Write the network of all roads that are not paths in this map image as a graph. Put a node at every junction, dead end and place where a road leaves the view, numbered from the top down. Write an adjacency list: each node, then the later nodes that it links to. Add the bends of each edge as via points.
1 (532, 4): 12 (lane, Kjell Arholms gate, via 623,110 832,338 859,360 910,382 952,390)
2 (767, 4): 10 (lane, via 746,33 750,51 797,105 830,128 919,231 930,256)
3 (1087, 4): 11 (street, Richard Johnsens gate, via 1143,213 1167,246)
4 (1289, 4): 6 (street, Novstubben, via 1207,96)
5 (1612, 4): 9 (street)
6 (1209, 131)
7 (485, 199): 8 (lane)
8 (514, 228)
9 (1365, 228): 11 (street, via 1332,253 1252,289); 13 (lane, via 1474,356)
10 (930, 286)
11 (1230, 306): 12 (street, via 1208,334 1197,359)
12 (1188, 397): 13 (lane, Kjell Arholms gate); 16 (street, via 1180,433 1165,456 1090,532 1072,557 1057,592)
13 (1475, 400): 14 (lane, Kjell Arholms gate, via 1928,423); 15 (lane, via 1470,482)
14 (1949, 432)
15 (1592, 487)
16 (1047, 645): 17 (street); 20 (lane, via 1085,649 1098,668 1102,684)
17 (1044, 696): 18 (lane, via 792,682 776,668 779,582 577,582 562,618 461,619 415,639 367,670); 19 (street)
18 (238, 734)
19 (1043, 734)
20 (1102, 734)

• • • • •

- **Exercise objective**: Every entry above must be reproduced exactly.

- **Answer box**:
Write the network of all roads that are not paths in this map image as a graph. Put a node at every junction, dead end and place where a road leaves the view, numbered from the top down. Write an adjacency list: each node, then the later nodes that it links to. Add the bends of each edge as via points.
1 (532, 4): 12 (lane, Kjell Arholms gate, via 623,110 832,338 859,360 910,382 952,390)
2 (767, 4): 10 (lane, via 746,33 750,51 797,105 830,128 919,231 930,256)
3 (1087, 4): 11 (street, Richard Johnsens gate, via 1143,213 1167,246)
4 (1289, 4): 6 (street, Novstubben, via 1207,96)
5 (1612, 4): 9 (street)
6 (1209, 131)
7 (485, 199): 8 (lane)
8 (514, 228)
9 (1365, 228): 11 (street, via 1332,253 1252,289); 13 (lane, via 1474,356)
10 (930, 286)
11 (1230, 306): 12 (street, via 1208,334 1197,359)
12 (1188, 397): 13 (lane, Kjell Arholms gate); 16 (street, via 1180,433 1165,456 1090,532 1072,557 1057,592)
13 (1475, 400): 14 (lane, Kjell Arholms gate, via 1928,423); 15 (lane, via 1470,482)
14 (1949, 432)
15 (1592, 487)
16 (1047, 645): 17 (street); 20 (lane, via 1085,649 1098,668 1102,684)
17 (1044, 696): 18 (lane, via 792,682 776,668 779,582 577,582 562,618 461,619 415,639 367,670); 19 (street)
18 (238, 734)
19 (1043, 734)
20 (1102, 734)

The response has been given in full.